The run-time system in MPSoCs supporting such a hybrid work-load needs to efficiently manage resources to satisfy: i) system-driven requirements such as reliability and power, ii) application-specific objectives such as predictability and high-performance, and iii) platform-wide co-management of different application categories and resources. Unfortunately, existing hypervisors are unable to assist ordinary operating systems to better manage diverse system resources without compromising response time and throughput.

To address these challenges, we propose CHIPS-AHOy: a holistic hypervisor that consolidates traditional predictable run-time systems with self-aware *computing-communication-control* (C3) platforms to maximize the overall system resource utilization while delivering an acceptable level of predictability to sensitive applications, as well as service guarantees for critical applications. We exploit cyber-physical system concepts applied to MPSoCs with on-chip and cross-layer sensing and actuation capabilities [6, 7] to enable adaptations within the *observe-decide-act* (ODA) [8] paradigm. We devise mechanisms to manage the major sources of unpredictability in modern architectures for applications exhibiting a mix of critical and sensitive tasks while enabling best-effort tasks – scenarios typical in emerging automotive and IoT worlds. The main contributions of this paper are:

- we comprehensively analyze major sources of unpredictability for runtime systems in emerging heterogenous MPSoCs, and highlight scalability challenges.
- we present CHIPS-AHOy: a holistic and predictable cyberphysical hypervisor capable of handling hybrid workloads comprising critical, sensitive and best effort tasks, while efficiently managing system resources.
- we demonstrate the efficacy of CHIPS-AHOy via a proof-ofconcept prototype on three real multi-core platforms (Odroid, Zynq, and Intel i7) compared against a baseline Linux kernel.

## 2 RELATED WORK AND MOTIVATION

Modern multicore systems make intense use of latency hiding mechanisms to exploit locality while multiplexing an ever growing set of heterogeneous hardware resources to applications [7, 9]. In order to achieve high-performance, opportunistic and speculative algorithms have been developed, typically focusing on best performance or, more recently, on best performance per watt [5]. Here we discuss the most relevant sources of unpredictability in MPSoCs, as well as recent efforts to overcome them.

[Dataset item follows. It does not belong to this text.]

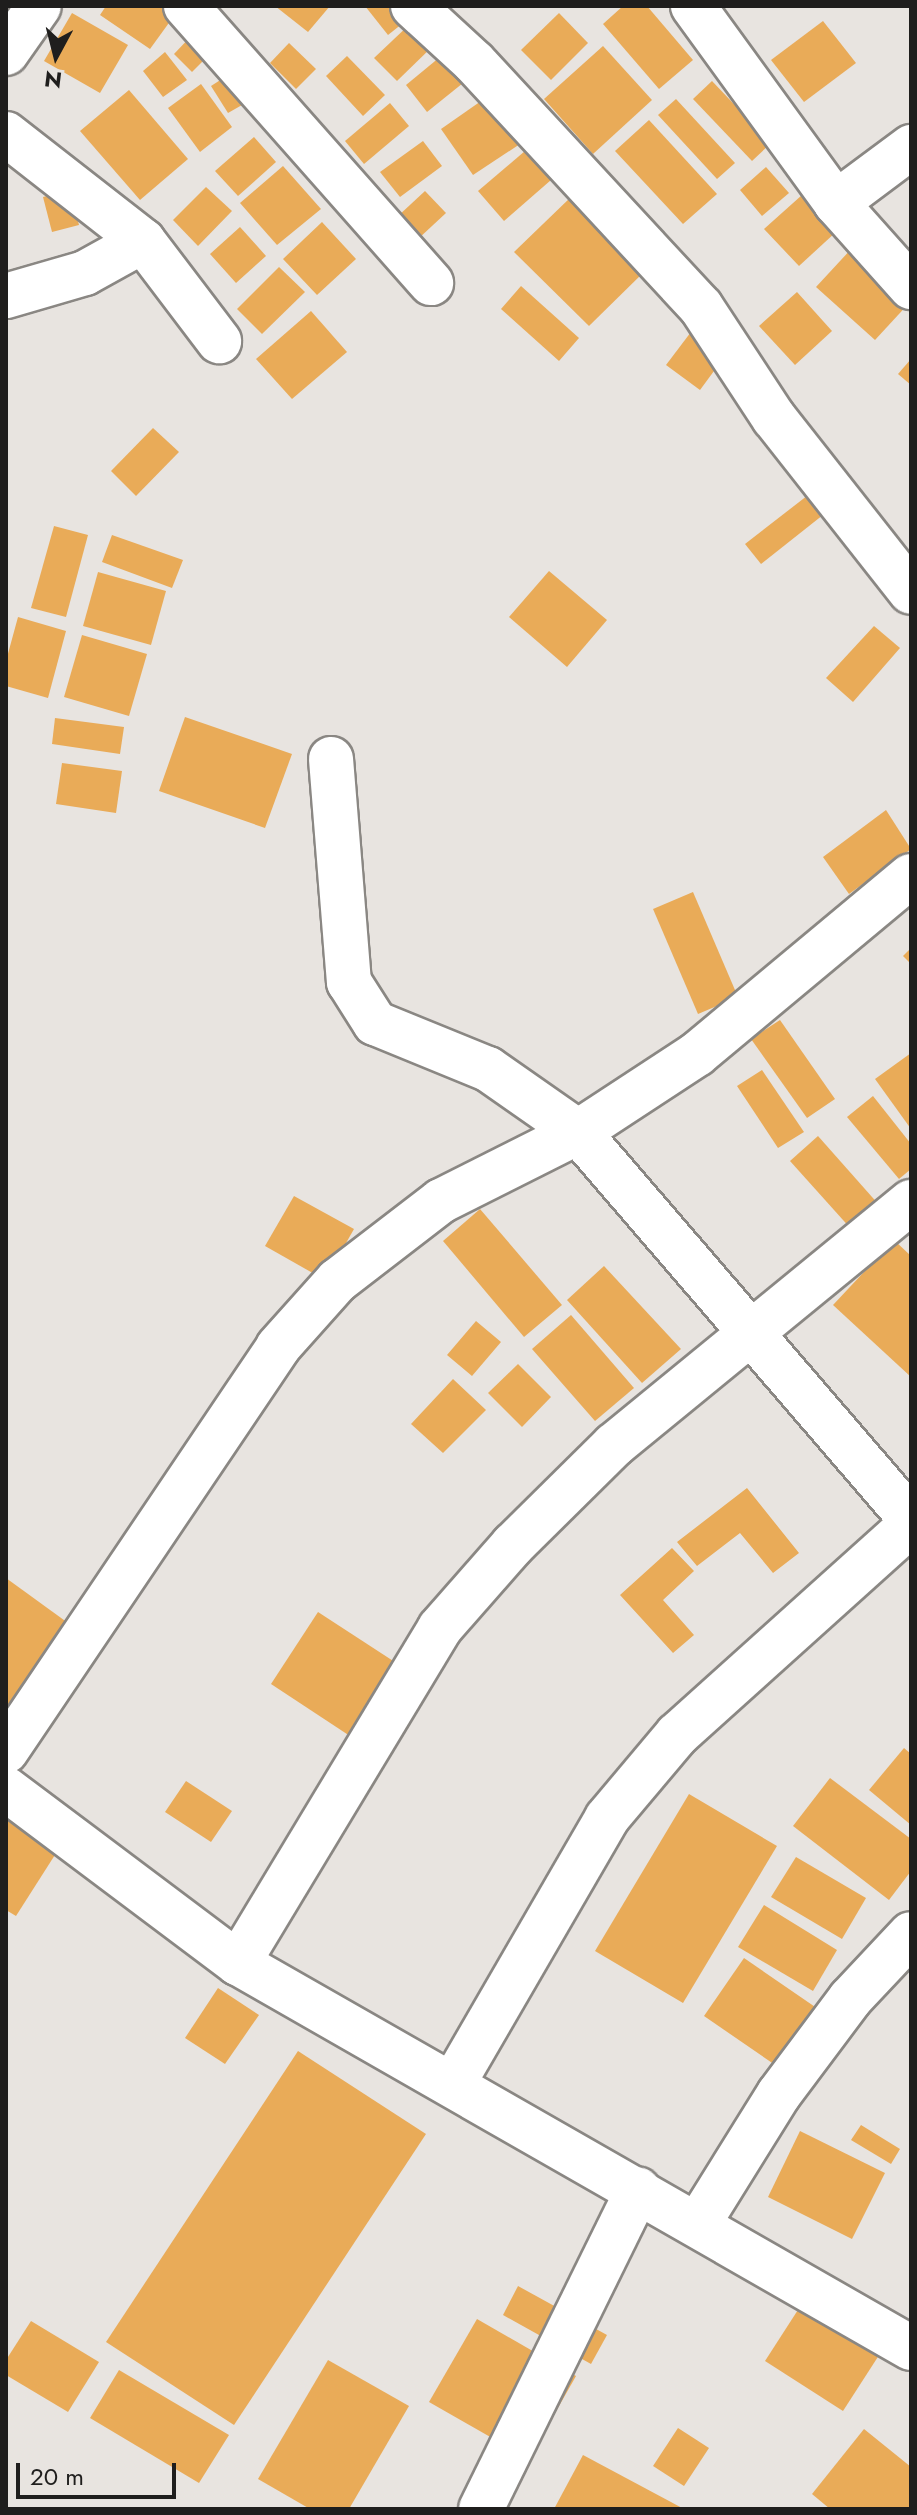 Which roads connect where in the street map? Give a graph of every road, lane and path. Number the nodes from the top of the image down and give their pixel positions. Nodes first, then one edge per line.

**Shared Memory Hierarchy:** the path between main memory, processors, and I/O devices is paved with latency hiding mechanisms, including caches, scratchpads, buffers, and FIFOs, that enable a variety of latency and bandwidth demands to coexist in a hierarchy at the price of poor predictability. Techniques such as private memory, coherent cache (cc-NUMA), and distributed shared memory boost performance, but suffer from limitations in scalability, energy efficiency, and timing. Consequently these techniques themselves become the primary sources of unpredictability in modern MPSoCs [10].

False sharing – the unintentional sharing of mid-hierarchy resources due to their placement and associativity – is the most notorious source of unpredictability with respect to memory. Even



Figure 2: (a) traditional RTS, (b) our holistic approach.

if each VM gets its own share of private and global memories, the latency hiding mechanisms in the hierarchy are mostly unaware that some VMs are running critical or sensitive software which can't cope with time variations. Allocation and mapping at those intermediate levels are done in an application-agnostic manner, mostly focusing on system performance, using models and predictors (e.g., LRU approximation). VMs running data-intensive applications (e.g., multimedia) can easily exhaust FIFOs and buffers and evict a large number of cache lines. A VM running critical or sensitive applications needs to concur for those resources, suffering large variations in access time as illustrated in Fig. 2(a). While best-effort applications can easily trade predictability for performance, critical and sensitive ones perceive such variations as jitter, which eventually can violate their requirements. One approach to improve the predictability is the partitioning and isolation of shared resources. Cache partitioning has been widely studied [10]. Other approaches focus on the design of predictable hardware components, such as predictable memory controllers [11], or memory bandwidth reservation schemes in software [12]. Thus, it is important to have a holistic hypervisor to identify processor architecture bottlenecks that affect predictability.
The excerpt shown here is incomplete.